Wednesday 7 March 2012

Overwintered Peppers

As temperatures dropped last autumn, I brought my favourite pepper plant and my only chilli plant indoors to see how they'd last. A friend of mine kept peppers all winter in a south-facing attic under a velux window and they did great - I only have an ordinary south-eastish-facing windowsill, but I figured it couldn't hurt to try.

The chilli did fine for about six weeks and produced a new flush of flowers, then suffered some ailment and dropped lots of its leaves as Christmas approached - but it has pulled through, put on some new growth, and given me occasional fruits throughout the winter, which has been really nice. (I had to hand-pollinate the flowers, of course - as easy as dusting the centres with a soft paintbrush.) As you can see, it's looking a bit spindly (and one-sided) from less-than-ideal light levels and the dropping of its leaves, but it's doing fine now and producing more and more flowers. If you look closely, you'll see three little chillies on its branches. Let's see how long I can keep it going...


The pepper, however - the 'Dedo de Mocha' sweet Aji type which was wonderful when it finally fruited early autumn - has not enjoyed being indoors one bit.
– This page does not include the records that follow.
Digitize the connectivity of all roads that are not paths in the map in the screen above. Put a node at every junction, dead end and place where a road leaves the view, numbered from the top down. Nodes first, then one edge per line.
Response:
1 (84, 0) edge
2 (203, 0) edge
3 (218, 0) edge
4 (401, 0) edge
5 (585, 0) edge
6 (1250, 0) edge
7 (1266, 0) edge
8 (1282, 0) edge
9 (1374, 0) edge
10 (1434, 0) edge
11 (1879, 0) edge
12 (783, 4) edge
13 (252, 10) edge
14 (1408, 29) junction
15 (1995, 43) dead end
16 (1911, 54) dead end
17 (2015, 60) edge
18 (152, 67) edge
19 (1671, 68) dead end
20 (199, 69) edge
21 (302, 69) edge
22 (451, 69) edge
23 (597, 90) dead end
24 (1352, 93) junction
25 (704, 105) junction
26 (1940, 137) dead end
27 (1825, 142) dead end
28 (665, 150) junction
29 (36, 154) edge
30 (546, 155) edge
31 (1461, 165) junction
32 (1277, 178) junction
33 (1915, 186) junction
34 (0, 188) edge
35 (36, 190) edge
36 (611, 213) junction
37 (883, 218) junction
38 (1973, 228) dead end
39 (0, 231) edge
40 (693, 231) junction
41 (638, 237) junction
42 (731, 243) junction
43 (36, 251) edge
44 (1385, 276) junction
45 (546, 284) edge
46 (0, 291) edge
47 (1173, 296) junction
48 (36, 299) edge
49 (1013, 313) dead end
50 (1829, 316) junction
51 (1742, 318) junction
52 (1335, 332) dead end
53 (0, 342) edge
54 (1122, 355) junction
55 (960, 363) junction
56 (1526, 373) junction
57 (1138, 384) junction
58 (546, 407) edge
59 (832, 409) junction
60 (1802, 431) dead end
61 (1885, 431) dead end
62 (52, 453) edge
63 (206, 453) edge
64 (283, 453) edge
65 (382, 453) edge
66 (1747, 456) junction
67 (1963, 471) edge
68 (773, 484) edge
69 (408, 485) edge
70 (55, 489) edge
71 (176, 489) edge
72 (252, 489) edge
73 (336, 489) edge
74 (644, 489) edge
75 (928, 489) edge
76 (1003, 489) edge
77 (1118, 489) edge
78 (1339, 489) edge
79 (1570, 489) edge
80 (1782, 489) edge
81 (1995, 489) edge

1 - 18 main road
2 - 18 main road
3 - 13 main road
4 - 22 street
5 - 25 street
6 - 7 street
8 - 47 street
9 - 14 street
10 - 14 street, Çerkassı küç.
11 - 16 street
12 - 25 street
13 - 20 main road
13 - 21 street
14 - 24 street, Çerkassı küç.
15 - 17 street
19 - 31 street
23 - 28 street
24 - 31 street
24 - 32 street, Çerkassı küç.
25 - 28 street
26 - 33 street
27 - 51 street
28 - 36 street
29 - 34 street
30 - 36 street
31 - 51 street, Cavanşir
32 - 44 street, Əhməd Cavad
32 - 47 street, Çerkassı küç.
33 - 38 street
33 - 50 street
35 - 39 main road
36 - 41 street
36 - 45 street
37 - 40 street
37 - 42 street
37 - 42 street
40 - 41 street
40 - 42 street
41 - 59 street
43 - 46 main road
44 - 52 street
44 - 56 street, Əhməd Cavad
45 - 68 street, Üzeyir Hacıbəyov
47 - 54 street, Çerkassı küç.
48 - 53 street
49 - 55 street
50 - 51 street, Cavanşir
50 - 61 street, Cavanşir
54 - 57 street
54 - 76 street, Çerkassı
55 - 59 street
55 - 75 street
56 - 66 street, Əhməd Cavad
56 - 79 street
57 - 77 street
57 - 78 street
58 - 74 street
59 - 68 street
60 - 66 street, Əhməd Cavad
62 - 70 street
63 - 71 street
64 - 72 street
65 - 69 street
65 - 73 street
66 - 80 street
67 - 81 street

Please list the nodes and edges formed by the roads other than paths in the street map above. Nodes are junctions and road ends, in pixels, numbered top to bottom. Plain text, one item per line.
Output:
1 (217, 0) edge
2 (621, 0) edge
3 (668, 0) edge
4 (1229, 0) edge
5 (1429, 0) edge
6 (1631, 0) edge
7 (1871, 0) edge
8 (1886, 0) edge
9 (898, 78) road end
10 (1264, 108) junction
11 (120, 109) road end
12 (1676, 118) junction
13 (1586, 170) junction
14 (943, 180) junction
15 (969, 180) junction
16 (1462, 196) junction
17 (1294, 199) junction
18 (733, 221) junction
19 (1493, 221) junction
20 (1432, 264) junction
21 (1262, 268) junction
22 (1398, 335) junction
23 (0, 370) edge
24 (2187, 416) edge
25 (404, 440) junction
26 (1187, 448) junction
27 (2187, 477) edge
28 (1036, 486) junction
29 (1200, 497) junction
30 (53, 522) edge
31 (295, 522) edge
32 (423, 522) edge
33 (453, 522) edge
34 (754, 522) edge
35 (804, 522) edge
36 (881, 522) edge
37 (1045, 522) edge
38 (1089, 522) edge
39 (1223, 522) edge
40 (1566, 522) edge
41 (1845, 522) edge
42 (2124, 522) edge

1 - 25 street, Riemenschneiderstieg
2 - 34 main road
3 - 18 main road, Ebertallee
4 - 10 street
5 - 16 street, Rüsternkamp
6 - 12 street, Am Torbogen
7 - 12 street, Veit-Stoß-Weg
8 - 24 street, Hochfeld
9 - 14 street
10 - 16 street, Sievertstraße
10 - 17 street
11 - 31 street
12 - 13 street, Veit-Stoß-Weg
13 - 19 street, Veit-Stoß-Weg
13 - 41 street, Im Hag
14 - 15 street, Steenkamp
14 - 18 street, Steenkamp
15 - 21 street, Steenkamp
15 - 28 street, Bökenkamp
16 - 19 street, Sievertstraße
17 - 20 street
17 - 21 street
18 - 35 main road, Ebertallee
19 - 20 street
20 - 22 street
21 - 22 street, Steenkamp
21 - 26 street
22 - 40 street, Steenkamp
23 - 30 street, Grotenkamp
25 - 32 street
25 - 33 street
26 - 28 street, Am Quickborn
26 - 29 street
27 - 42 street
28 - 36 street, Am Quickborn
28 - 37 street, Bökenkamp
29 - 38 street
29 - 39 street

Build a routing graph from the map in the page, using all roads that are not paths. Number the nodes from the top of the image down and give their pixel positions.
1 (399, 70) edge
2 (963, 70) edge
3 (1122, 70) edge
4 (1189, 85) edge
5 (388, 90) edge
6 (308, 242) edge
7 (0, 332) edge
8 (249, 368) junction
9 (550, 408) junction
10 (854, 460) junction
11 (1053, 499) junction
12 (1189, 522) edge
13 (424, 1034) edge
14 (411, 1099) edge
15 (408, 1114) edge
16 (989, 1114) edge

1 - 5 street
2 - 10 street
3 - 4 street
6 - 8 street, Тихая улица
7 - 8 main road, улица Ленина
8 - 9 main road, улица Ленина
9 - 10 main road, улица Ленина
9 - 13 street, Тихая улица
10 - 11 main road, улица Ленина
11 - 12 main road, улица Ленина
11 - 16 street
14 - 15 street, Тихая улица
The fruits remaining on it ripened to red in the warmth of the house, which was nice as they'd showed no sign of it outdoors, but when the days got shorter, the plant got taller and taller, reaching for light that I just couldn't provide, and the thing ended up crawling over my curtain rail, producing long spindly branches which it couldn't support, and finally getting very unhappy indeed.


Ah well; you win some, you lose some. If I had a heated greenhouse or conservatory I'm sure I'd have got much better results. I think it's certainly worth overwintering more chillies in future. But the pepper plant has gone in the compost bin now, to make way for this year's new subjects!

2 comments:

Sue Garrett said...

It always worth giving things a try! I don't think most people would entertain a heated greenhouse with fuel costs being as they are - we used to heat ours years ago.

Martin and Amy said...

I agree with Sue, it's always worth trying out new things.

Those small chillies look cute and it's quite exciting that it has produced a small quantity through winter. Our plants were already on the heap come October.